I wore a yellow flower in my hair most of the day Saturday. Youngest put it there, after trapping me in her closet for a beauty treatment. It was our first day home after a week and a half away, and while I felt like I had been with people constantly, she seemed to feel like we needed more us-time. Or maybe I just looked like I needed beautifying. I am rarely fancy enough for that girl. So she closed the door to her closet, made me sit down, waved various articles in front of my face, and stuck one of her flower barrettes in my hair. Voila—beautiful.
A few hours later she caught me in her closet again, putting away laundry, and she shut the door, turned out the light, and gave me a guided “museum tour” of the closet with a flashlight. She is a forceful and passionate and generous soul.
I have often wished to be the sort of person who wore flowers in her hair. In reality, though, it makes me feel out of character—like somebody who’s trying (too hard) to be one of those people who can actually pull it off. But I thought of something I read a few years ago, by a mother who chose to wear the funny hat her daughter gave her, and to pause from her work to watch her daughter’s impromptu ballet, because she didn’t want to run the risk of losing her child and realizing she never did those things. “Not to watch the ballet or wear the hat is a cold and withering sin.” I allowed the words to haunt me and I kept the flower in my hair until I went to bed.

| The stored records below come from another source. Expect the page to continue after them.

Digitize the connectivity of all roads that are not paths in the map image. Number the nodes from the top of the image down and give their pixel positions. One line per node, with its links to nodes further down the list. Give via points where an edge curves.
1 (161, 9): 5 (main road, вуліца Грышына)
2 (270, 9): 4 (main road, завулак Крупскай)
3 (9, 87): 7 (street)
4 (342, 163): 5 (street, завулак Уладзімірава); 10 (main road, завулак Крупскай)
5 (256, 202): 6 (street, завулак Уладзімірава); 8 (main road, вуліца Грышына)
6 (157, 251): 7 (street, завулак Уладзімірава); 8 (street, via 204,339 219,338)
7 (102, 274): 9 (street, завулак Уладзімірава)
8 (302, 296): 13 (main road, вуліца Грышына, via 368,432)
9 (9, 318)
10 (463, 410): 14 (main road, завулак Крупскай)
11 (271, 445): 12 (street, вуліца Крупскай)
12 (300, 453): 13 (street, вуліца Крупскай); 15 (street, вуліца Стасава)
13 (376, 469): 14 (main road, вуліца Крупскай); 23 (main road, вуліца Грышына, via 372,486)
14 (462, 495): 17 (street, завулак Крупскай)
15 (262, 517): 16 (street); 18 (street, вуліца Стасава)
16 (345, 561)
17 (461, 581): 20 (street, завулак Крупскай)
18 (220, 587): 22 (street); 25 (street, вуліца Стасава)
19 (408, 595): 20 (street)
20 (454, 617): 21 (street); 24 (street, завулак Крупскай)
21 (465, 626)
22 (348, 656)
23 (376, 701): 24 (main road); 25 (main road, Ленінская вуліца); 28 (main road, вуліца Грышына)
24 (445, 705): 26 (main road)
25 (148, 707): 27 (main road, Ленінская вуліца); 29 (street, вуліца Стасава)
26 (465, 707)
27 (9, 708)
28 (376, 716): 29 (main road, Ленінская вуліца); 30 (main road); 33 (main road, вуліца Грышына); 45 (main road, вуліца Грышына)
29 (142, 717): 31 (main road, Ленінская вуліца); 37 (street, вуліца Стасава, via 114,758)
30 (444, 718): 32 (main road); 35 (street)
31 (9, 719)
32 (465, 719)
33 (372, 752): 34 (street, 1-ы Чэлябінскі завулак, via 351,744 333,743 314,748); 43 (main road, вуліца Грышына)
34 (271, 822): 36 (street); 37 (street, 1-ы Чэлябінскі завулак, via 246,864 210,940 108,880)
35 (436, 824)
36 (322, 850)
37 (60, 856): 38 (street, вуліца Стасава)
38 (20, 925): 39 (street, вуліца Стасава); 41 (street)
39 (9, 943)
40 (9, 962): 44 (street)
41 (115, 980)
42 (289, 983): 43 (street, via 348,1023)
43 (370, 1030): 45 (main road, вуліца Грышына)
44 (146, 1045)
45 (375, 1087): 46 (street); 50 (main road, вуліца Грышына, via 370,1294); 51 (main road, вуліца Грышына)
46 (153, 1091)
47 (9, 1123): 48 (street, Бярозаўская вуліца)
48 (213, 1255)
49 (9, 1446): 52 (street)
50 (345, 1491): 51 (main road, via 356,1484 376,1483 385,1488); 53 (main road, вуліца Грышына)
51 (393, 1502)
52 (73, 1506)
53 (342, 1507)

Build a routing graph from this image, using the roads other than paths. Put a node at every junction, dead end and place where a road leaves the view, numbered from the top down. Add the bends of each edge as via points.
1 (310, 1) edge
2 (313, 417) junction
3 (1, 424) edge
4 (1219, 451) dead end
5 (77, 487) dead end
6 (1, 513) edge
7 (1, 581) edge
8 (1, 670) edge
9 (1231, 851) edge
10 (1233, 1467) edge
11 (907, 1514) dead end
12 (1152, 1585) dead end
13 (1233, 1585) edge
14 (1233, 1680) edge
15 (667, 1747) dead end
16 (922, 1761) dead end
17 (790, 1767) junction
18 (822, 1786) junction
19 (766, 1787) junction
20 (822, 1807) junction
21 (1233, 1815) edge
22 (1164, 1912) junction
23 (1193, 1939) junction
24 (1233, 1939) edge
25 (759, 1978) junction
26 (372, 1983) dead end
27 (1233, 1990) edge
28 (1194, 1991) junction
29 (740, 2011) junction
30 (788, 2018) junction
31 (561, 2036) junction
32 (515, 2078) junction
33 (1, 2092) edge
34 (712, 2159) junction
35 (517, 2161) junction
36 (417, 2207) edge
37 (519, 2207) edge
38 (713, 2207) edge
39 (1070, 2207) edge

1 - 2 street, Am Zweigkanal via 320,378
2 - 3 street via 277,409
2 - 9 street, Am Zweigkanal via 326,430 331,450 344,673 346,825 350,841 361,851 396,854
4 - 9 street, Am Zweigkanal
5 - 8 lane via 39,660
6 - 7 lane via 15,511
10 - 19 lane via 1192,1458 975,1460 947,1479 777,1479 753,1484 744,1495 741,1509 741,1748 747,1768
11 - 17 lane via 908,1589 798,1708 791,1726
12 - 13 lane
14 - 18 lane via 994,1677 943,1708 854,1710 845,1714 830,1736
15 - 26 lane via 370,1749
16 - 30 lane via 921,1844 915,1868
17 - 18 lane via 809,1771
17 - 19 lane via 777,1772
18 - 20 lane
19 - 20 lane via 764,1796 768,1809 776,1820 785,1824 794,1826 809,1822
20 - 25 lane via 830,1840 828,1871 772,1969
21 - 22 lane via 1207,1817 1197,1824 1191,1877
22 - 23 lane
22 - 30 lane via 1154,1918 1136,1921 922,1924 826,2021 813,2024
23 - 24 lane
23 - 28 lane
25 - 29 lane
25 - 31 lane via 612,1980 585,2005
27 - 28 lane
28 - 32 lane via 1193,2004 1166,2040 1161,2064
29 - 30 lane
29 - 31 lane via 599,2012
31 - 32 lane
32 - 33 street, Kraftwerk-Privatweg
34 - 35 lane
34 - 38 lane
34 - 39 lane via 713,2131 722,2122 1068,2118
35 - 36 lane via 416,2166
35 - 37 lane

And a funny thing happened. I got to be the person my daughter saw, somebody who could unquestionably pull off a big yellow flower. Somebody more than I might allow myself to be, left to my own devices.
That is a gift.
Because maybe people who wear flowers in their hair are simply the ones who decide, “To hell with it, I feel like wearing a flower in my hair today.” Or maybe they are the ones who had somebody else put the flower there, and that was encouragement enough.
Maybe it’s a little bit of both.
When somebody else can see it too—you with a flower in your hair, for example—sometimes that gives you the strength or the daring or the perseverance you need. It changes your vision. Fortifies it.

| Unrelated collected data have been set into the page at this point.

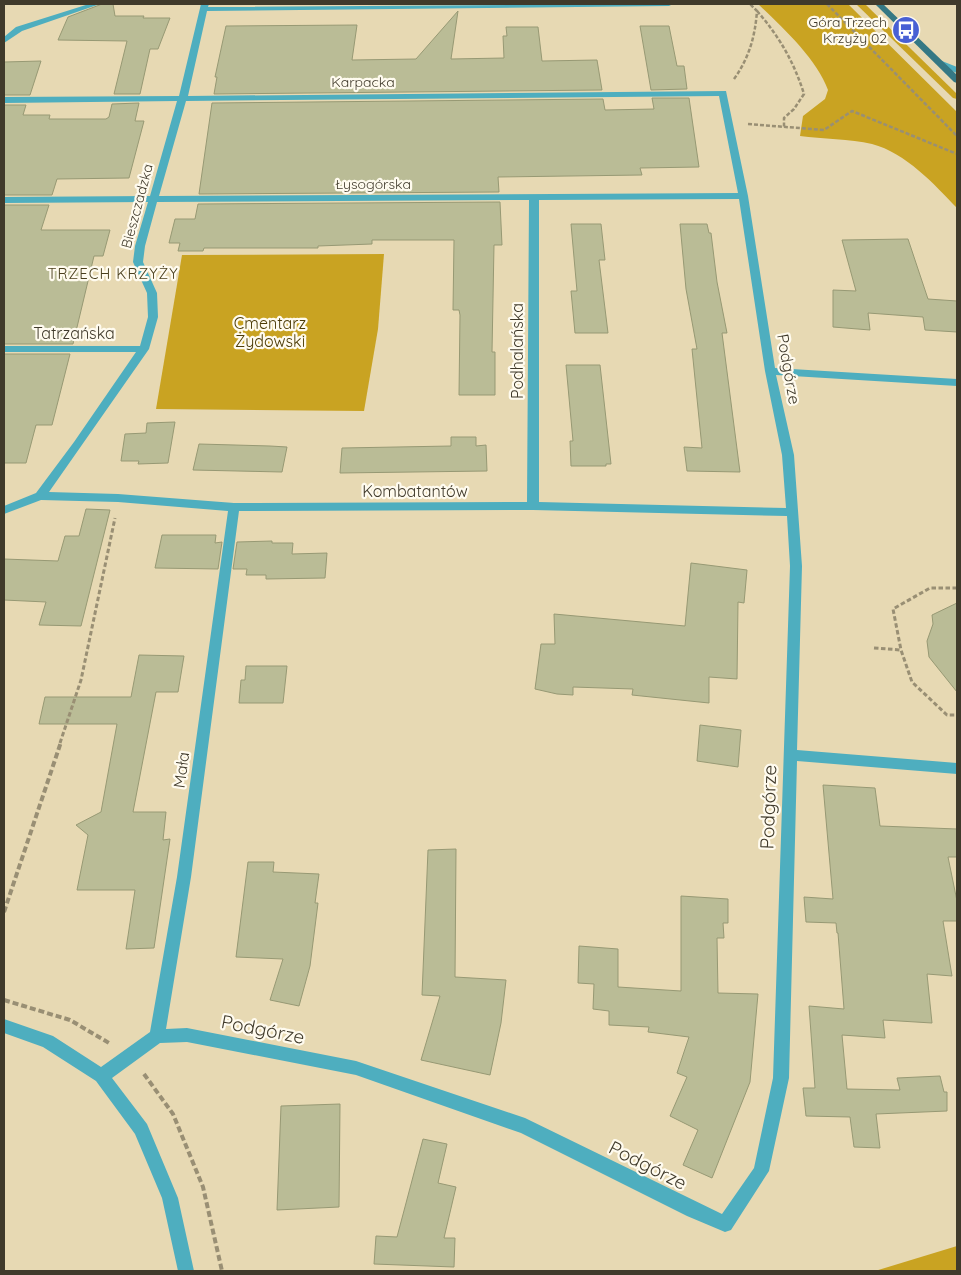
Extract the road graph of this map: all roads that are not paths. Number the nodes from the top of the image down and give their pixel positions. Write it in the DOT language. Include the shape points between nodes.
graph roads {
  1 [pos="96,4"];
  2 [pos="669,4"];
  3 [pos="879,4"];
  4 [pos="204,6"];
  5 [pos="4,41"];
  6 [pos="942,64"];
  7 [pos="957,70"];
  8 [pos="957,80"];
  9 [pos="723,93"];
  10 [pos="183,97"];
  11 [pos="4,100"];
  12 [pos="534,196"];
  13 [pos="743,196"];
  14 [pos="154,198"];
  15 [pos="4,200"];
  16 [pos="4,349"];
  17 [pos="144,349"];
  18 [pos="770,371"];
  19 [pos="957,382"];
  20 [pos="40,496"];
  21 [pos="533,506"];
  22 [pos="234,507"];
  23 [pos="4,510"];
  24 [pos="791,512"];
  25 [pos="790,755"];
  26 [pos="957,769"];
  27 [pos="4,1026"];
  28 [pos="157,1036"];
  29 [pos="101,1076"];
  30 [pos="186,1271"];
  1 -- 5 [label="street" via="19,29"];
  2 -- 4 [label="street"];
  3 -- 6 [label="main road"];
  4 -- 10 [label="street, Bieszczadzka"];
  6 -- 7 [label="street"];
  6 -- 8 [label="main road"];
  9 -- 10 [label="street, Karpacka"];
  9 -- 13 [label="street, Podgórze"];
  10 -- 11 [label="street, Karpacka"];
  10 -- 14 [label="street, Bieszczadzka"];
  12 -- 13 [label="street, Łysogórska"];
  12 -- 14 [label="street, Łysogórska"];
  12 -- 21 [label="street, Podhalańska"];
  13 -- 18 [label="street, Podgórze"];
  14 -- 15 [label="street, Łysogórska"];
  14 -- 17 [label="street, Bieszczadzka" via="138,262 152,293 153,317"];
  16 -- 17 [label="street, Tatrzańska"];
  17 -- 20 [label="street, Bieszczadzka"];
  18 -- 19 [label="street"];
  18 -- 24 [label="street, Podgórze" via="788,455"];
  20 -- 22 [label="street, Kombatantów"];
  20 -- 23 [label="street"];
  21 -- 22 [label="street, Kombatantów"];
  21 -- 24 [label="street, Kombatantów"];
  22 -- 28 [label="street, Mała" via="184,876"];
  24 -- 25 [label="street, Podgórze" via="796,566"];
  25 -- 26 [label="street, Podgórze"];
  25 -- 28 [label="street, Podgórze" via="780,1078 761,1171 726,1224 525,1126 356,1068 187,1035"];
  27 -- 29 [label="street" via="48,1041"];
  28 -- 29 [label="street"];
  29 -- 30 [label="street" via="141,1129 170,1198"];
}
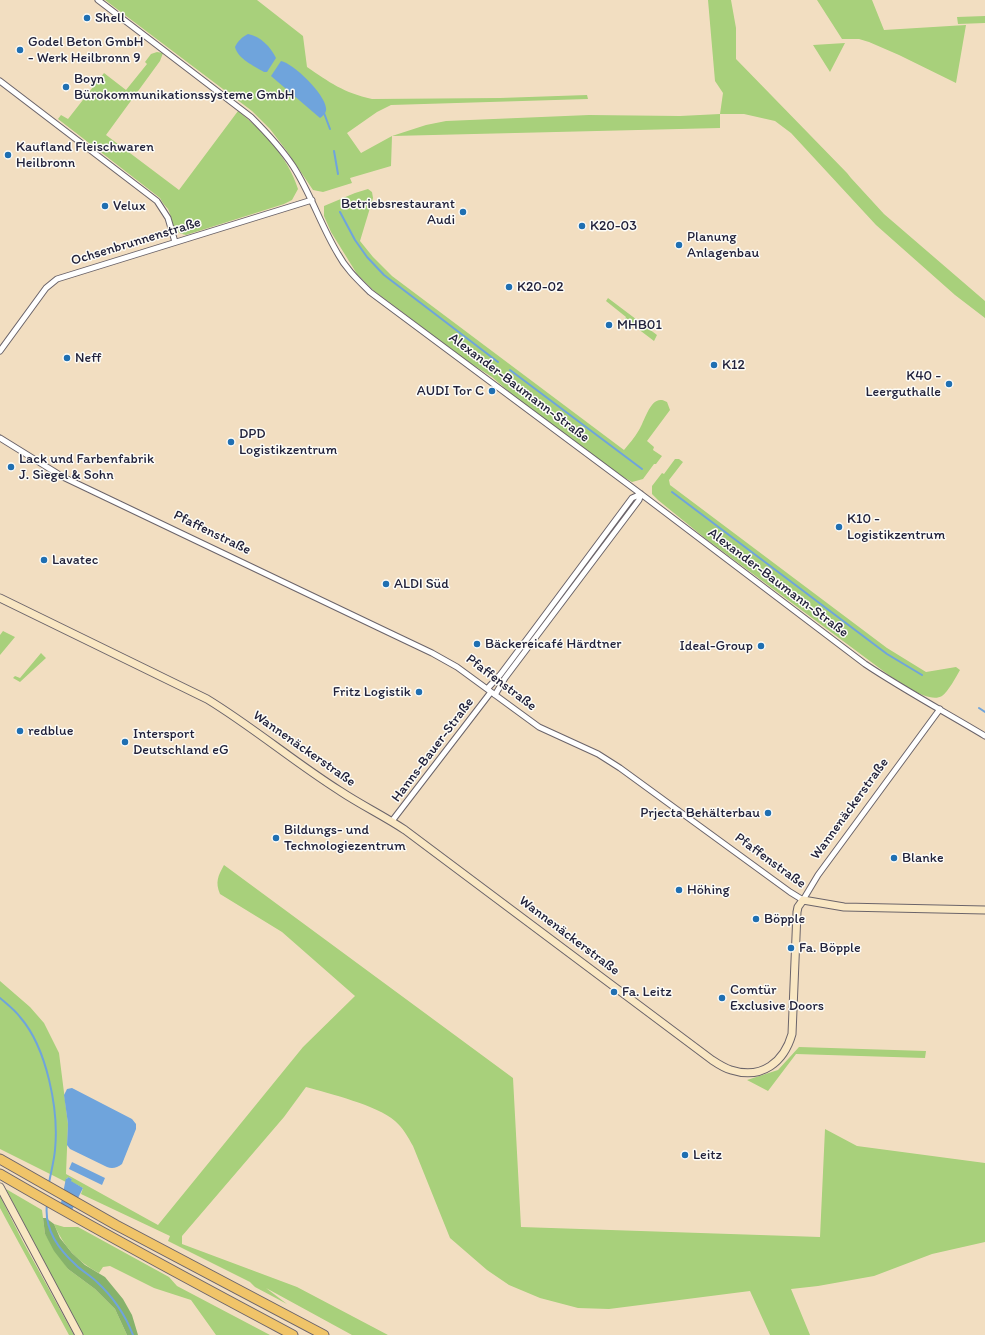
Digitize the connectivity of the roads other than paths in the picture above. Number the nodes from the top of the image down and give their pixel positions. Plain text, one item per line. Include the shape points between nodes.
1 (98, 0) edge
2 (0, 81) edge
3 (312, 200) junction
4 (175, 242) junction
5 (0, 352) edge
6 (0, 438) edge
7 (641, 494) junction
8 (0, 598) edge
9 (536, 633) junction
10 (491, 692) junction
11 (940, 709) junction
12 (985, 736) edge
13 (392, 821) junction
14 (803, 900) junction
15 (985, 910) edge
16 (0, 1159) edge
17 (0, 1174) edge
18 (0, 1187) edge
19 (79, 1335) edge
20 (294, 1335) edge
21 (324, 1335) edge

1 - 3 street, Alexander-Baumann-Straße via 251,117 275,142
2 - 4 street via 157,201 168,218
3 - 4 street, Ochsenbrunnenstraße
3 - 7 street, Alexander-Baumann-Straße via 338,254 348,269 370,292
4 - 5 street, Ochsenbrunnenstraße via 57,279 46,288
6 - 10 street, Pfaffenstraße via 63,478 432,652
7 - 9 street, Hanns-Bauer-Straße via 632,498
7 - 11 street, Alexander-Baumann-Straße via 865,664
8 - 13 street, Wannenäckerstraße via 207,699 234,715 339,791
9 - 10 street, Hanns-Bauer-Straße via 505,678
9 - 10 street, Hanns-Bauer-Straße via 500,675
10 - 13 street, Hanns-Bauer-Straße
10 - 14 street, Pfaffenstraße via 539,727 598,754 620,768
11 - 12 street, Alexander-Baumann-Straße
11 - 14 street, Wannenäckerstraße
13 - 14 street, Wannenäckerstraße via 712,1060 723,1067 742,1072 762,1071 782,1057 789,1045 792,1034 797,912
14 - 15 street, Pfaffenstraße via 844,907
16 - 21 highway via 87,1209
17 - 20 highway
18 - 19 street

When somebody else can see it, that person gives your vision back to you.
By the way, the bit of prose that inspired me to wear the flower? I looked it up to get the exact quote. I hadn’t read it for years, and had forgotten most of the details, beyond the importance of wearing the hat.
It is called “The Gift.”
When I look back on 2012, I see a year that was achingly hard in many ways. And a year marked by determination to keep reaching out. But also—and this is what I want to focus on—what I want to move forward with—is that it was a year of friendship. Of people who gave my vision back to me, who saw things I-only-dared-hope were buried deep inside and gave me the strength to believe and act like they really were there. That is quite a gift.
Janus, Roman god, January’s namesake, was a being with two faces—one looking back and one looking forward. On this day of doing both, regardless of what is ahead or behind, I want to wish you a year of yellow flowers. Loads of them.
Happy New Year, my friends.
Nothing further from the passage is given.